Waiting for a man who doesn’t notice you?

So there’s the man you met and you thought, “maybe we could have something together”

He was in your network and seemed super-compatible

You figured out ways to run into him and strike up conversations, but nothing happened

He was super friendly, but never wanted to move the relationship forward

But you kept waiting around for something to spark up, as months and maybe years have rolled by

The reason you’re doing this is because you have a scarcity mindset about finding a good man. 

This man has attributes that you mistakenly believe you won’t find anywhere else - “he’s got to be the one!”

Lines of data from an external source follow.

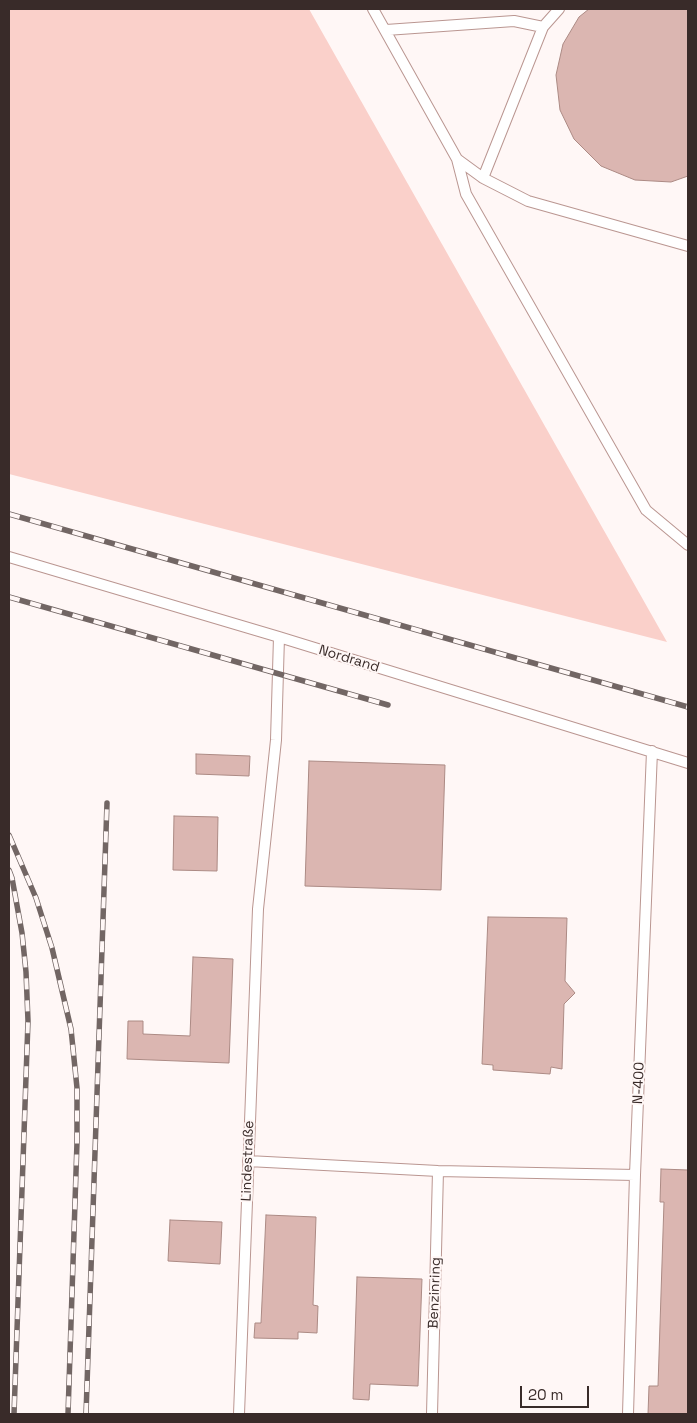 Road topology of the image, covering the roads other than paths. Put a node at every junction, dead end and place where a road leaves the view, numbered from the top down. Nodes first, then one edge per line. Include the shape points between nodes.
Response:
1 (374, 9) edge
2 (559, 9) edge
3 (543, 27) junction
4 (386, 30) junction
5 (457, 159) junction
6 (484, 178) junction
7 (688, 246) edge
8 (687, 541) edge
9 (9, 557) edge
10 (279, 637) junction
11 (652, 751) junction
12 (688, 763) edge
13 (248, 1161) junction
14 (438, 1171) junction
15 (635, 1175) junction
16 (239, 1414) edge
17 (432, 1414) edge
18 (628, 1414) edge

1 - 4 lane
2 - 3 lane
3 - 4 lane via 514,21
3 - 6 lane
4 - 5 lane
5 - 6 lane
5 - 8 lane via 466,194 646,510
6 - 7 lane via 528,201
9 - 10 lane, Nordrand
10 - 11 lane, Nordrand
10 - 13 lane, Lindestraße via 276,740 258,909
11 - 12 lane, Nordrand
11 - 15 lane, N-400
13 - 14 lane
13 - 16 lane, Lindestraße
14 - 15 lane
14 - 17 lane, Benzinring
15 - 18 lane, N-400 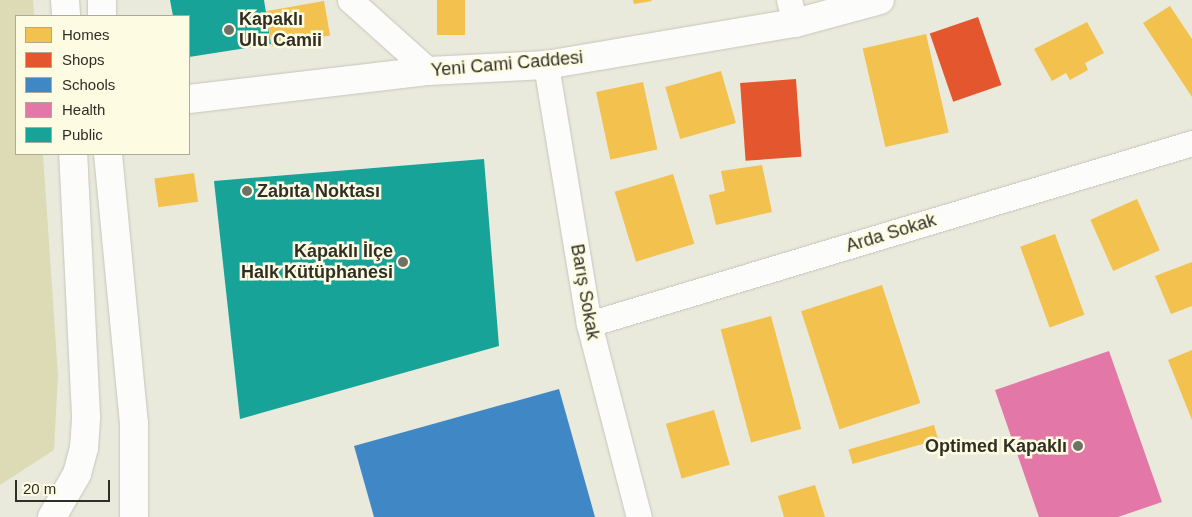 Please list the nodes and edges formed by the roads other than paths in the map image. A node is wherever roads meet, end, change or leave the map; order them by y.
1 (65, 0) edge
2 (102, 0) edge
3 (350, 0) edge
4 (880, 0) edge
5 (792, 11) edge
6 (66, 15) edge
7 (102, 15) edge
8 (546, 65) junction
9 (429, 71) junction
10 (190, 99) edge
11 (1192, 143) edge
12 (73, 155) edge
13 (108, 155) edge
14 (589, 324) junction
15 (52, 517) edge
16 (134, 517) edge
17 (638, 517) edge

1 - 6 main road
2 - 7 main road
3 - 9 street
4 - 5 main road, Yeni Cami Caddesi
5 - 8 main road, Yeni Cami Caddesi
8 - 9 main road, Yeni Cami Caddesi
8 - 14 street, Barış Sokak
9 - 10 main road, Yeni Cami Caddesi
11 - 14 street, Arda Sokak
12 - 15 main road
13 - 16 main road
14 - 17 street, Barış Sokak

And then you start to see the “signs” that he’s the one:

You have kids the same age

You both had the same college major

Plus, if you could just get him to ask you out, your life would be so much easier

You wouldn’t have to put yourself out there and do the work to meet someone - especially if you believe there’s no one out there for you

The belief that there’s no one out there for you keeps you circling and fantasizing about a man who will never ask you out

Keeping you from doing the work of finding the men who are out there for you

The desire to stay in your comfort zone, has you settling in your mind for a man who is emotionally unavailable to you, who isn’t wild about you, who doesn’t think you’re the best thing since the iphone

You’re dreaming about a relationship with him because you’re not in touch with your true needs, you think it’s okay for your person to be lukewarm about you and you’re ready to hustle for his love

Reversing this type of thinking means reclaiming a deep sense of your own worthiness, lovability and preciousness

Until you feel deep down in your soul that you are 100% worthy of having a relationship that nourishes your soul, not one that has you hustling for crumbs

This is what coaching with me is all about. 

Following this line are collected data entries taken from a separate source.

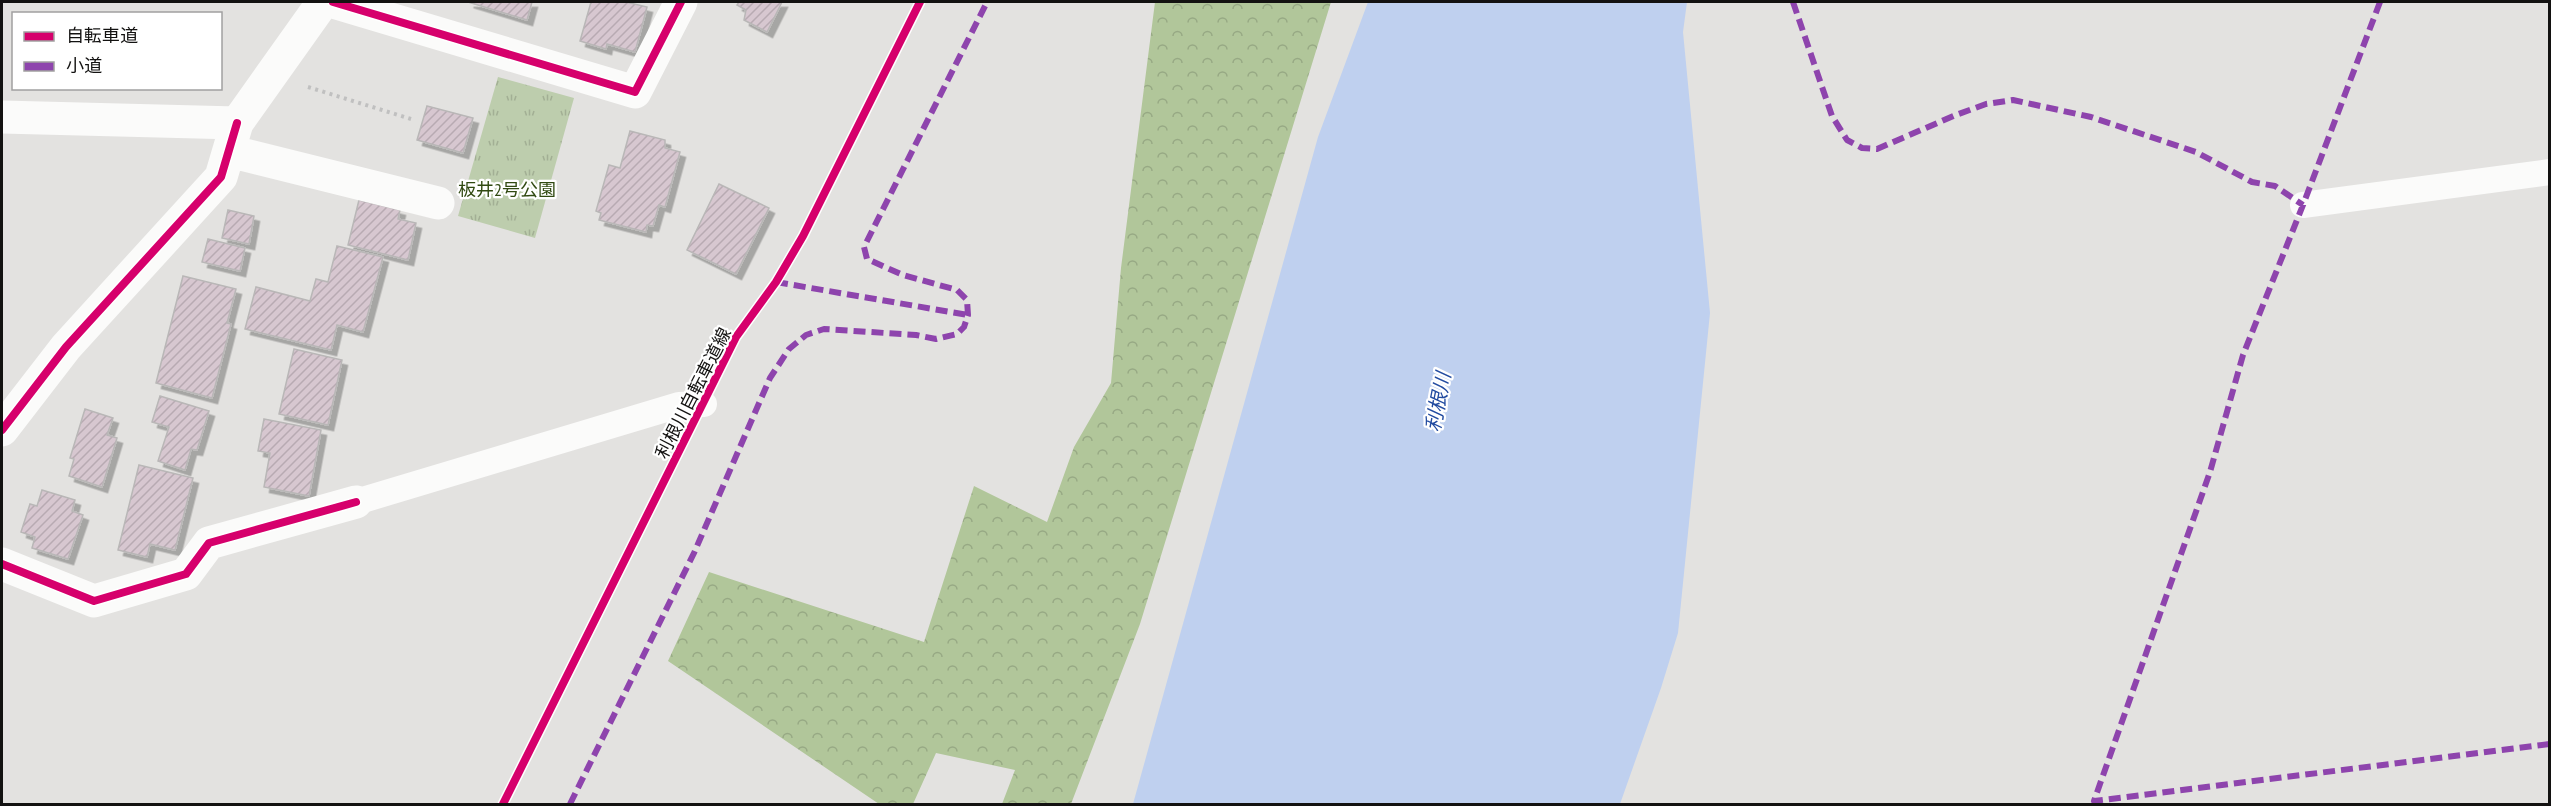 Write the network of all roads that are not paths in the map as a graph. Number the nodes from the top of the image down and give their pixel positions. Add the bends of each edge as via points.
1 (323, 2) edge
2 (333, 2) edge
3 (681, 2) edge
4 (2, 117) edge
5 (233, 137) junction
6 (2550, 171) edge
7 (438, 203) dead end
8 (2303, 205) dead end
9 (704, 404) dead end
10 (2, 430) edge
11 (356, 502) joint
12 (2, 564) edge

1 - 5 street
2 - 3 street via 635,92
4 - 5 street
5 - 7 street
5 - 10 street via 220,177 66,347
6 - 8 lane
9 - 11 lane via 679,405
11 - 12 street via 209,543 186,574 94,601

I can teach you the mechanics of dating in a few hours

The real work in on your mind - the way you see yourself, past relationships patterns, insecurities and worries that have you overthinking and stressing about 99,000 imaginary dating scenarios

When your thinking changes, you will have no qualms about saying no to a less than stellar relationship

The same way you would never consider handing your kid over to a stranger because of how precious they are, you will be so fully aware of your own value and the preciousness of your life and future that you won't consider tolerating a low caliber guy

When your thinking changes, you’ll effortlessly step into the spaces where you will connect with the man who’s right for you

Your man-picker gets reset

You’ll stop wasting weeks on end hoping and waiting to see if a man will finally show up for you

Being treated well becomes your new normal, not a luxury

And if he doesn’t show up, you won’t crumble with rejection or take it personally, you’ll know that his behavior was about him, not about you

And you’ll confidently move on to the next

Changing your scarcity thinking makes dating a fun ride, you’ll generate the momentum that gets you to your soulmate partner in a short amount of time

Yes, growing yourself is harder work than waiting around to get picked, but growth is how you make a true dream relationship happen

If this is work you are ready to do, click here to get started.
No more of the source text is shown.